Deployment of Nepenthes and also Anubis (both described as "the nuclear option") are not hate. It's self-defense against pure selfish evil, projects are being sucked dry and some like ScummVM could only freakin' survive thanks to these tools.

Those AI companies and data scrapers/broker companies shall perish, and whoever wrote this headline at arstechnica shall step on Lego each morning for the next 6 months.

[–] [email protected] 39 points 13 hours ago

Feels good to be on an instance with Anubis

[–] [email protected] 21 points 13 hours ago (1 children)

Do you have a link to a story of what happened to ScummVM? I love that project and I’d be really upset if it was lost!

[–] [email protected] 37 points 13 hours ago (2 children)
[–] [email protected] 5 points 8 hours ago

Thanks, interesting and brief read!

[–] [email protected] 7 points 12 hours ago
[–] [email protected] 30 points 13 hours ago

one of the united Nations websites deployed Anubis

[–] [email protected] 1 points 12 hours ago (1 children)

Wait what? I am uninformed, can you elaborate on the ScummVM thing? Or link an article?

[–] [email protected] 21 points 8 hours ago

From the Fabulous Systems (ScummVM's sysadmin) blog post linked by Natanox:

About three weeks ago, I started receiving monitoring notifications indicating an increased load on the MariaDB server.

This went on for a couple of days without seriously impacting our server or accessibility–it was a tad slower than usual.

And then the website went down.

Now, it was time to find out what was going on. Hoping that it was just one single IP trying to annoy us, I opened the access log of the day

there were many IPs–around 35.000, to be precise–from residential networks all over the world. At this scale, it makes no sense to even consider blocking individual IPs, subnets, or entire networks. Due to the open nature of the project, geo-blocking isn’t an option either.

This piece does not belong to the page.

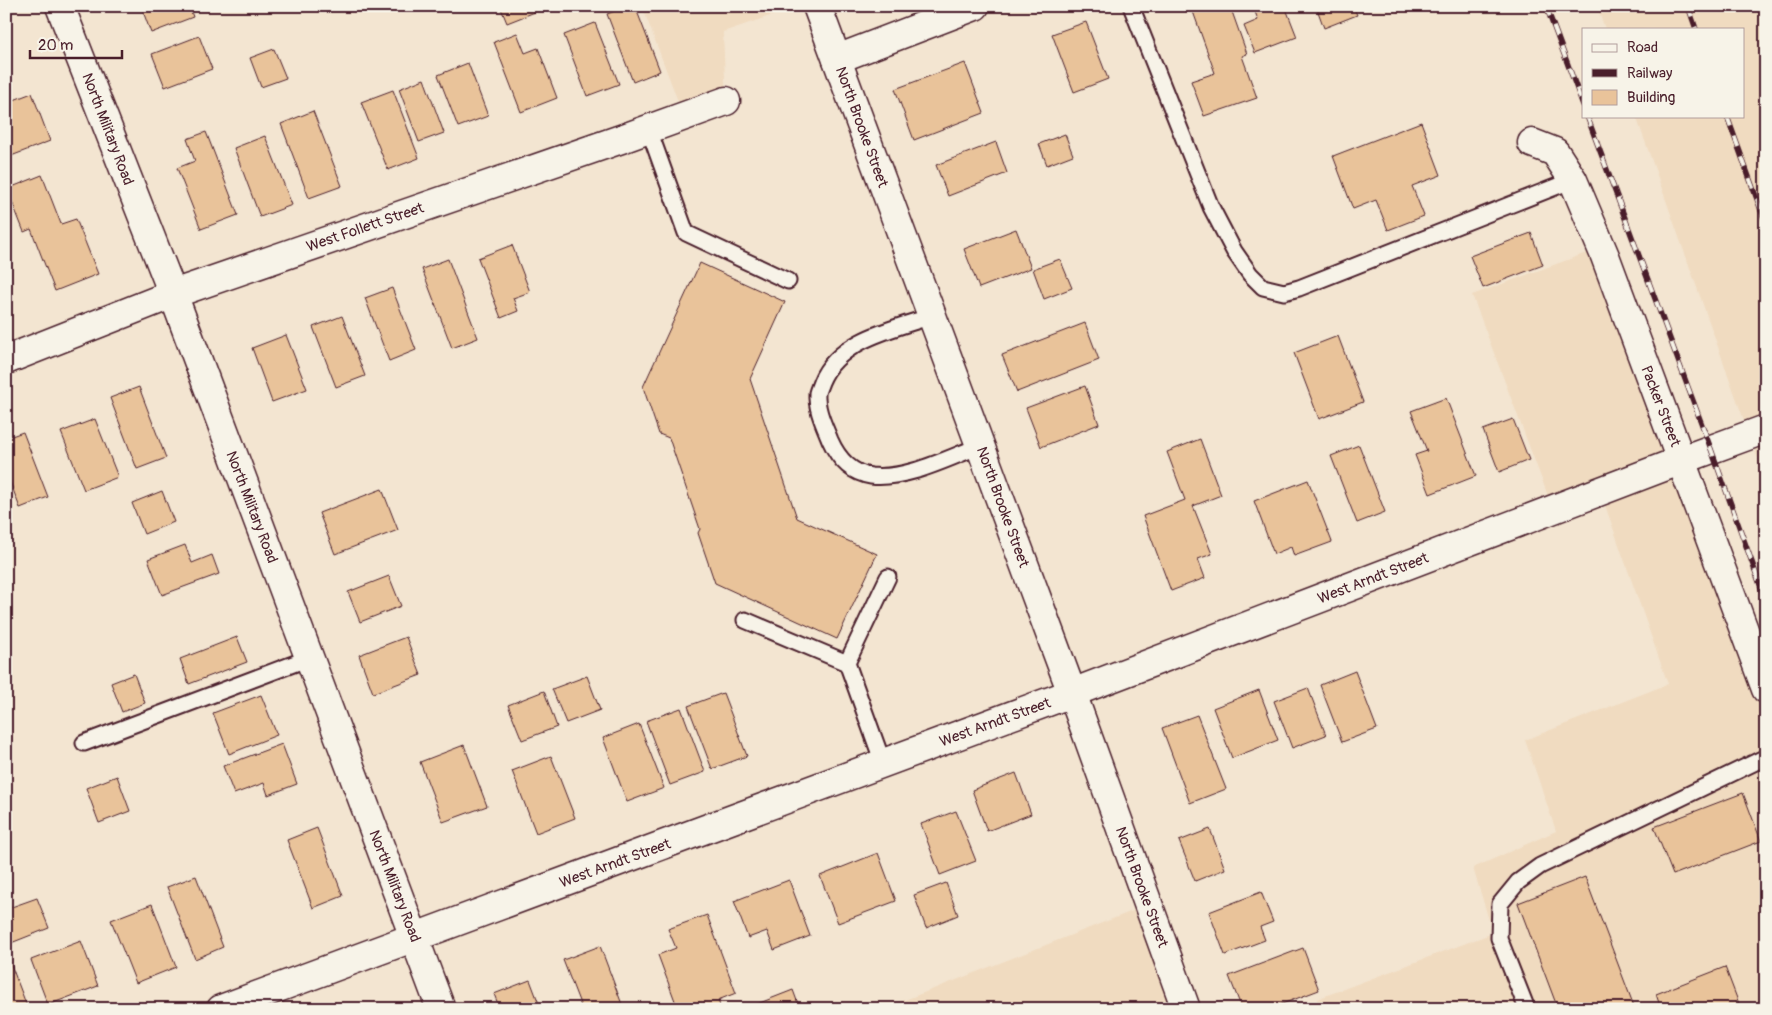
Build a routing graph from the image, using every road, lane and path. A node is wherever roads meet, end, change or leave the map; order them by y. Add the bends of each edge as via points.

The main problem is time. The URLs accessed in the attack are the most expensive ones the wiki offers since they heavily depend on the database and are highly dynamic, requiring some processing time in PHP. This is the worst-case scenario since it throws the server into a death spiral.

First, the database starts to lag or even refuse new connections. This, combined with the steadily increasing server load, leads to slower PHP execution.

At this point, the website dies. Restarting the stack immediately solves the problem for a couple of minutes at best until the server starves again.

Anubis is a program that checks incoming connections, processes them, and only forwards “good” connections to the web application. To do so, Anubis sits between the server or proxy responsible for accepting HTTP/HTTPS and the server that provides the application.

Many bots disguise themselves as standard browsers to circumvent filtering based on the user agent. So, if something claims to be a browser, it should behave like one, right? To verify this, Anubis presents a proof-of-work challenge that the browser needs to solve. If the challenge passes, it forwards the incoming request to the web application protected by Anubis; otherwise, the request is denied.

As a regular user, all you’ll notice is a loading screen when accessing the website. As an attacker with stupid bots, you’ll never get through. As an attacker with clever bots, you’ll end up exhausting your own resources. As an AI company trying to scrape the website, you’ll quickly notice that CPU time can be expensive if used on a large scale.

I didn’t get a single notification afterward. The server load has never been lower. The attack itself is still ongoing at the time of writing this article. To me, Anubis is not only a blocker for AI scrapers. Anubis is a DDoS protection.